私は読書が大好きです。ばななさんの本に出合ったのは20代。ばななさんの言葉たちがすっと体に入っていくような感覚が大好きでばななさんの本を読み漁りました。そこで出会ったキッチン。ばななさんの本はいつも手元にありました。そして2年前大好きな祖母が亡くなりました。私は母と祖母に育てられたので大事な代わりの利かない家族がいなくなった事をしばらく受け止めきれずにいました。しばらく本と離れていたけれど本棚から手に取ったのはキッチンでした。この本の言葉たちにその時の不安な心が軽くなって。少しずつ日常が取り戻されてまた本が読みたいと思えるようになりました。キッチンの本の間には祖母が着物を着て庭先で撮った写真がはさんであります。次にまたキッチンを読む時大好きな祖母に会えるように。キッチンは私と祖母がつながるような私にとってはそんな大切な本です。

mihopon45

はじめての出会いは模試がきっかけでした。現代文の模試で使われていて、試験中なのにとても引き込まれて…終わった後、試験の結果より物語が気になり、本屋で探して読みました。
あの頃、少ないお小遣いで買う本は宝物。何回も繰り返して読みました。あの頃まだまだ未熟で幼い学生ながら、瑞々しく癒しを感じるばななさんの文章に魅力を感じてばななさんの本を集めていきました。
漠然と自分の人生これでいいのかと悩んだ時にこの本を思い出すと、何だか許されたような、肯定されたような気持ちになれる物語。なぜそう感じるのかうまく説明できませんが、自分にとって共感するフレーズだったり、柔らかですっと入ってくる表現だったり、はっとする気づきのある文章だったりするからでしょうか。
この本の私の感想を一言で言うと「人生って結局素晴らしいんだ」につきます。
その感想は、20年近く前も、今も変わらず。

なつやすみきぶん

いつもなんとなく孤独を感じていた私が「キッチン」を読んだとき、文のひとつひとつが私に寄り添ってものすごいパワーをくれました。

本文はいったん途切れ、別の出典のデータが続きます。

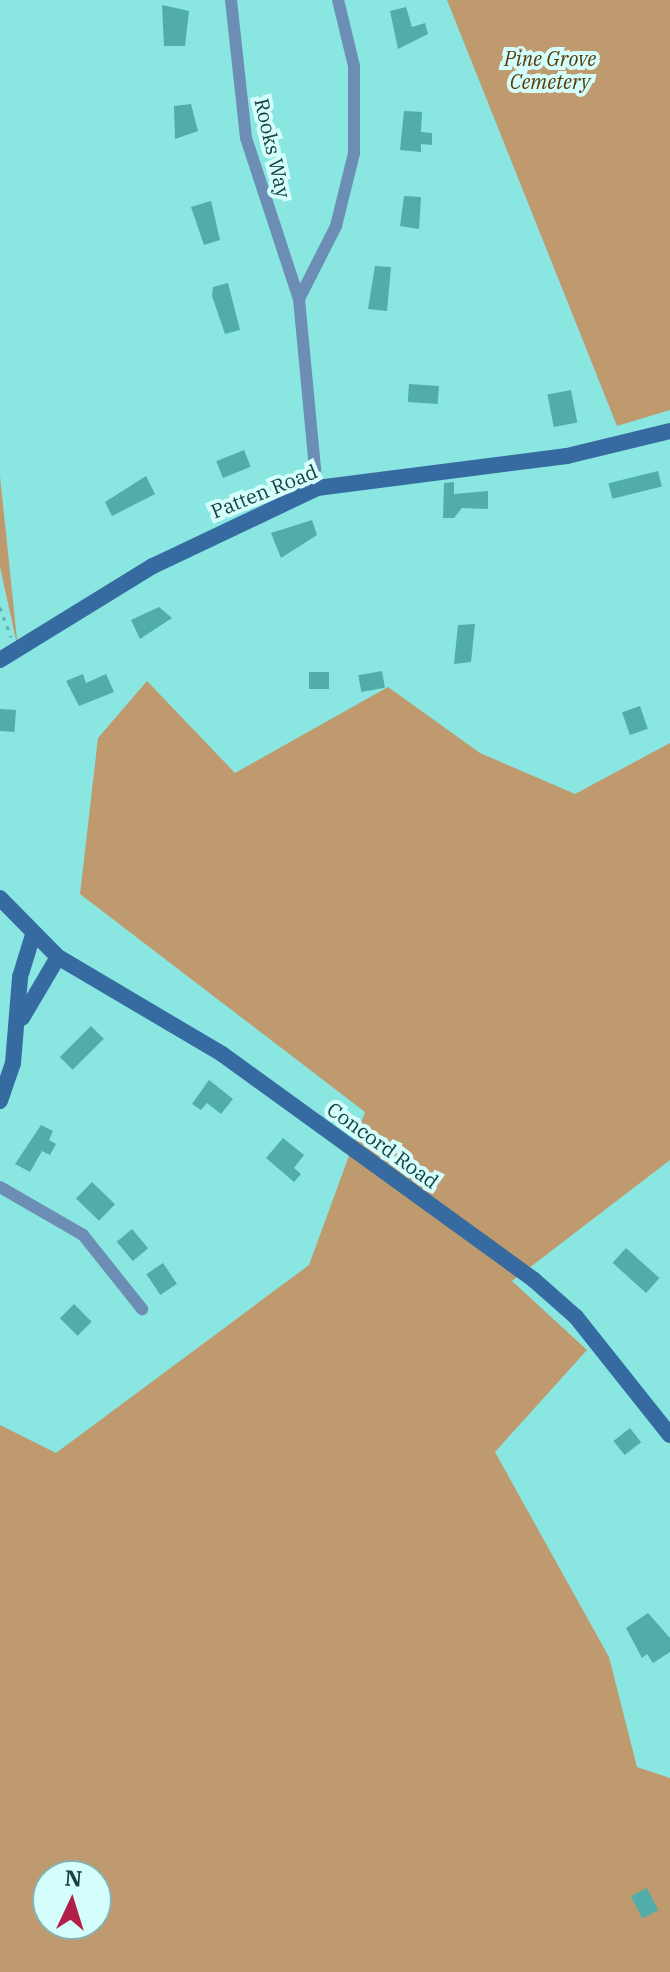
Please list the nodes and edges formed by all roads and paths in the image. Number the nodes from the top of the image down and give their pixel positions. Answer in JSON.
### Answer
{"nodes":[{"id":1,"x":231,"y":0,"type":"edge"},
{"id":2,"x":338,"y":0,"type":"edge"},
{"id":3,"x":299,"y":299,"type":"junction"},
{"id":4,"x":670,"y":431,"type":"edge"},
{"id":5,"x":317,"y":488,"type":"junction"},
{"id":6,"x":0,"y":607,"type":"edge"},
{"id":7,"x":19,"y":651,"type":"junction"},
{"id":8,"x":0,"y":660,"type":"edge"},
{"id":9,"x":0,"y":898,"type":"edge"},
{"id":10,"x":33,"y":935,"type":"junction"},
{"id":11,"x":58,"y":957,"type":"junction"},
{"id":12,"x":18,"y":1027,"type":"junction"},
{"id":13,"x":0,"y":1101,"type":"edge"},
{"id":14,"x":0,"y":1187,"type":"edge"},
{"id":15,"x":142,"y":1309,"type":"dead end"},
{"id":16,"x":670,"y":1435,"type":"edge"}],
"edges":[{"from":1,"to":3,"type":"street","name":"Rooks Way"},
{"from":2,"to":3,"type":"street"},
{"from":3,"to":5,"type":"street","name":"Rooks Way"},
{"from":4,"to":5,"type":"street","name":"Patten Road"},
{"from":5,"to":7,"type":"street","name":"Patten Road"},
{"from":6,"to":7,"type":"path"},
{"from":7,"to":8,"type":"street","name":"Patten Road"},
{"from":9,"to":10,"type":"street","name":"Concord Road"},
{"from":10,"to":11,"type":"street","name":"Concord Road"},
{"from":10,"to":12,"type":"street"},
{"from":11,"to":12,"type":"street"},
{"from":11,"to":16,"type":"street","name":"Concord Road"},
{"from":12,"to":13,"type":"street"},
{"from":14,"to":15,"type":"street"}]}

それからも落ち込んだ時は何度も何度も、読み返してその暖かいパワーに触れて私も何とか生きてみようと前をむいています。
ついこの間も読み返して、カツ丼が食べたいな~!と思った次の日の学食で、本当にカツ丼が出てきた時は嬉しくて写真を撮ってしまったほどでした。
読む度に心に暖かい気持ちを取り戻してくれる、そんな大切な一冊です。

けふ

文学というものの面白さを知ったのは、高一の時、図書室でキッチンを読んだのがきっかけでした。
その日から大学は文学部に行こうと決めて、学生時代に突入し、大失恋をした時も、就職活動をしている今も、心の温度が落ちているなと感じる時は枯れた花に水をやるように何度も読み返しています。
昔は分からなかったことばが胸に染み込んできたり、年月を重ねるごとに味わいが変わっていきますが、私の心には16のときからずっとキッチンが在ります。
いつか必ず死ぬということ。
どうしようもなくひとりでも、お腹が空く限り死ぬまできらめいて生きて、
死んだら大切な誰かに棺桶に入れてほしい、大事な小説です。
ぼろぼろになっても、一生読み続けると思います。
このような機会をくださった新潮社の方、そしてばななさんに心から感謝します。

ハルちゃん

高校生のときから、何回も何回も読みました。
『キッチン』前後で、ハッキリ自分が変わりました。
おかげさまで、御影石がだいすきになり、バイト先がご飯屋さんばかりになり、お料理番組やレシピ本にはまりました。
もともとありましたが、思い立ったらすぐ移動する性質がみかげちゃんのおかげさまで増強しました。
おまけに吉本隆明さんのファンと偶然結婚しました。
もしも吉本ばななさんの作品が無かったら、たぶんこの世を儚んで、もうさよならしてたかもしれません。
今生きているの幸せです。だからこの本を時々人にプレゼントしてしまいます。

にしかわけいこ

僕が『キッチン』と出会ったのは小学校4年生の頃。ばななという名前がなぜか可笑しくて手に取ったのがきっかけだった。当時はたぶんなにも感じなかったのだろう。小学校6年生の時に祖母が亡くなったあとに、ふと気になって再読した。孤独とはなにか。家族とはなにか。心にぽっかり空いた穴を埋めてくれるようなあたたかさが確かにあった。それ以来、『キッチン』は僕の特別になった。いつかこの本のように人を心を豊かにする本を作りたいと思い続け、今、出版社で編集者として働いている。

よーちん

18歳のある日、私は初めて人生の暗い穴のようなところに落ちてしまった。その日から人と話していても、ご飯を食べていても目の前の景色全てにモヤがかかっているような状態で、何一つ情報が入ってこなくなってしまった。「面白い」とか「美味しい」といった感覚が一切働かなくなってしまったのだ。そんなある日、私は気付くとデパートで買った惣菜を机の上に並べ、さめざめと泣いていた。そして、その涙が私の中の何かを再起動させ、私はやっと感覚や気持ちを取り戻すことができたのだった。こうして、ギリギリのところで生き延びることができたのは、当時繰り返し読んでいた「キッチン」が私の意識の深いところに根を下ろし、指南してくれたからだと思っている。現在37歳。これからも長い人生、暗い穴に落ちることはあるだろう。けれど大丈夫。私には「キッチン」がある。ばななさん、ありがとう。

QTNK

 30年前、離れて暮らしていた弟が、電話口で「キッチンって本、いいよ」と、珍しく本を勧めてきた。この本が、吉本ばななという作家との出会いだった。
 カツだけではなく、カツサンドでもなく、ほかほかのカツ丼を、膝に大切に抱え、タクシーで、急ぐみかげに、自分のことのように、ワクワクし、「ひとりで食べたらずるいくらい、おいしいカツ丼だったの」という素敵な告白にしびれた。
 それから、吉本ばななという作家は、私の大切な人となった。1人の作家で、本棚がいっぱいになったのも初めてだった。
 そんなきっかけになったこの本を、今年18歳になる、息子にプレゼントした。どうか、息子のお気に入りになりますように。